**What to do:**
The answer must be one number: the count of lines in the data below that include "road".

═════ Material provided ═════

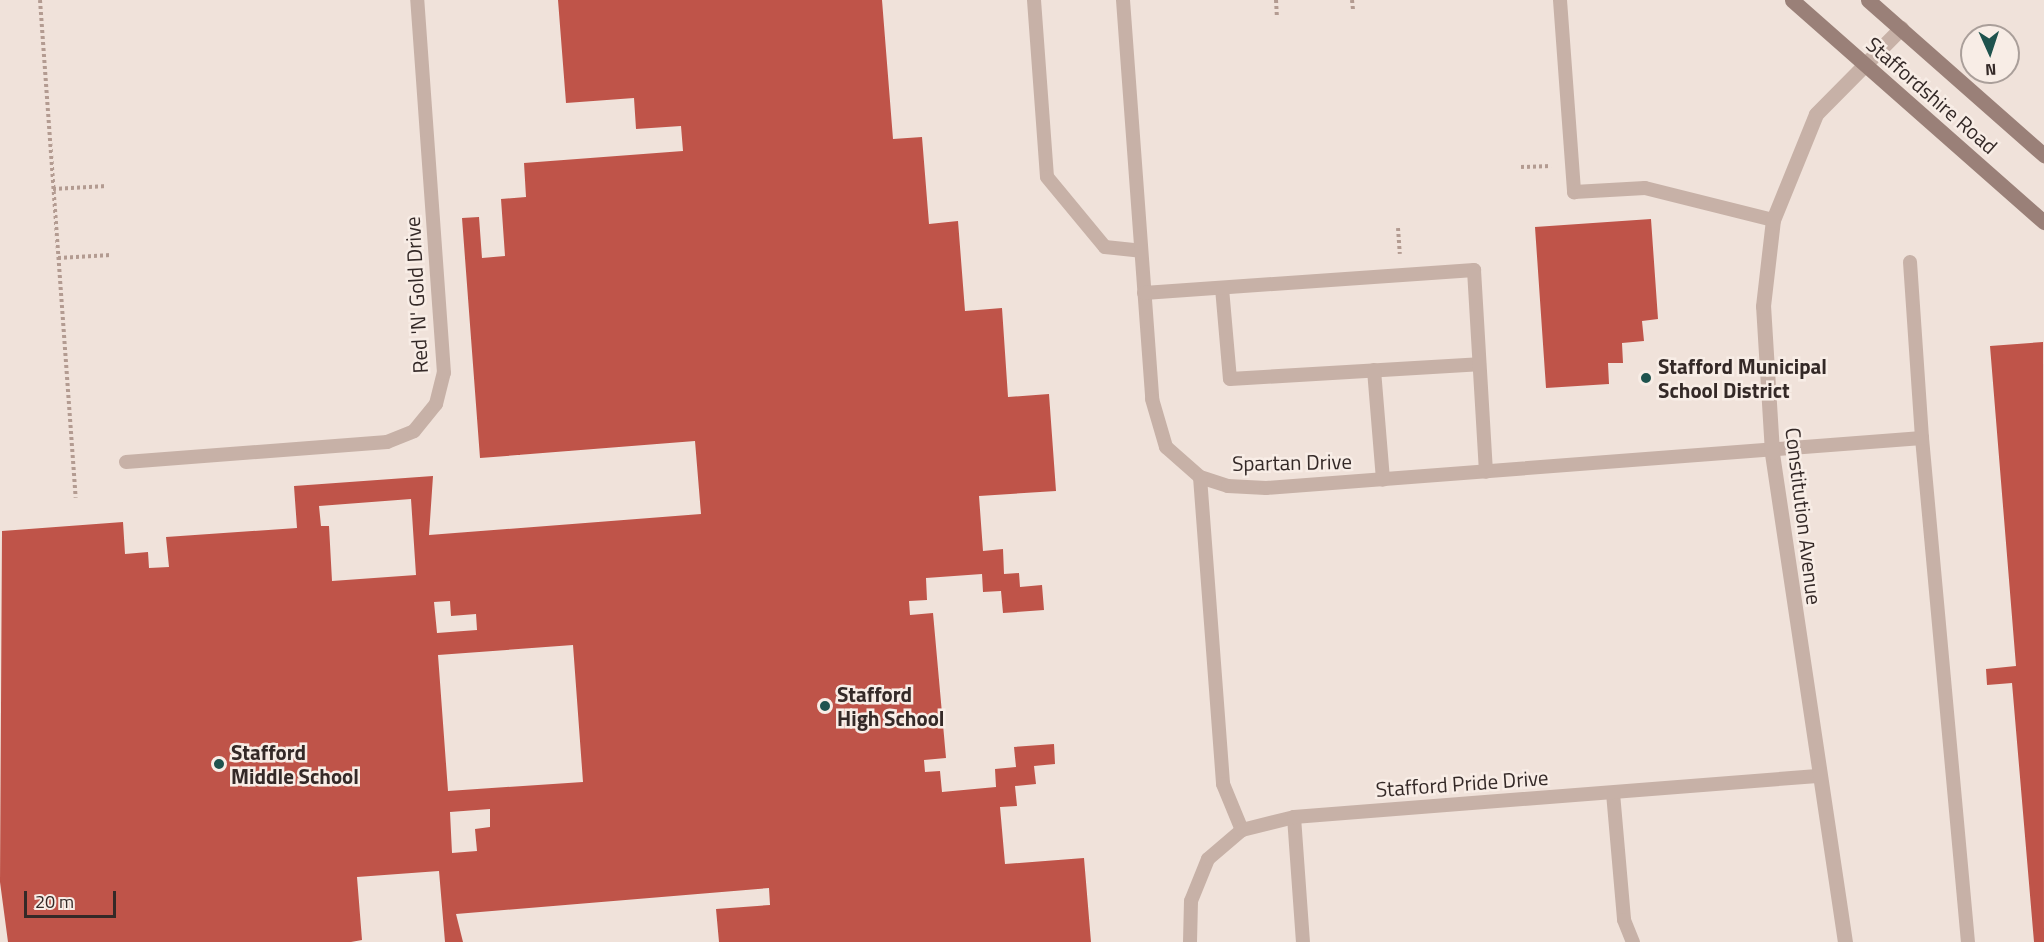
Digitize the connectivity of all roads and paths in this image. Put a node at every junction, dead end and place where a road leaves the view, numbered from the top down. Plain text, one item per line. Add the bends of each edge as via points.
1 (40, 0) edge
2 (417, 0) edge
3 (1034, 0) edge
4 (1123, 0) edge
5 (1276, 0) edge
6 (1352, 0) edge
7 (1560, 0) edge
8 (1792, 0) edge
9 (1868, 0) edge
10 (1353, 10) dead end
11 (1277, 18) dead end
12 (1901, 28) junction
13 (1867, 66) junction
14 (2044, 155) edge
15 (1572, 165) junction
16 (1521, 168) dead end
17 (107, 186) dead end
18 (53, 189) junction
19 (1773, 220) junction
20 (2044, 222) edge
21 (1141, 251) junction
22 (111, 255) dead end
23 (58, 258) junction
24 (1910, 262) dead end
25 (1222, 288) junction
26 (1144, 293) junction
27 (1479, 364) junction
28 (1374, 370) junction
29 (1922, 438) junction
30 (1772, 452) junction
31 (126, 462) dead end
32 (1486, 472) junction
33 (1200, 477) junction
34 (1383, 480) junction
35 (76, 498) dead end
36 (1817, 776) junction
37 (1613, 793) junction
38 (1294, 817) junction
39 (1242, 830) junction
40 (1190, 942) edge
41 (1303, 942) edge
42 (1633, 942) edge
43 (1845, 942) edge
44 (1968, 942) edge

1 - 18 path
2 - 31 lane, Red 'N' Gold Drive via 444,373 436,404 414,432 387,442
3 - 21 lane via 1047,177 1105,248
4 - 21 lane, Spartan Drive
5 - 11 path
6 - 10 path
7 - 15 lane
8 - 13 main road, Staffordshire Road
9 - 12 main road, Staffordshire Road
12 - 13 street, Constitution Avenue
12 - 14 main road, Staffordshire Road
13 - 19 street, Constitution Avenue via 1816,114
13 - 20 main road, Staffordshire Road
15 - 16 path
15 - 19 lane via 1574,192 1646,188
17 - 18 path
18 - 23 path
19 - 30 street, Constitution Avenue via 1763,306
21 - 26 lane, Spartan Drive
22 - 23 path
23 - 35 path
24 - 29 lane
25 - 26 lane
25 - 27 lane via 1474,270
25 - 28 lane via 1230,379
26 - 33 lane, Spartan Drive via 1152,399 1166,447
27 - 28 lane
27 - 32 lane
28 - 34 lane
29 - 30 lane, Spartan Drive
29 - 44 lane
30 - 32 lane, Spartan Drive
30 - 36 street, Constitution Avenue
32 - 34 lane, Spartan Drive
33 - 34 lane, Spartan Drive via 1228,486 1266,488
33 - 39 lane via 1223,784
36 - 37 lane, Stafford Pride Drive
36 - 43 street, Constitution Avenue
37 - 38 lane, Stafford Pride Drive
37 - 42 lane via 1624,920
38 - 39 lane, Stafford Pride Drive
38 - 41 lane
39 - 40 lane, Stafford Pride Drive via 1208,859 1191,901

═════

**Response box:**
5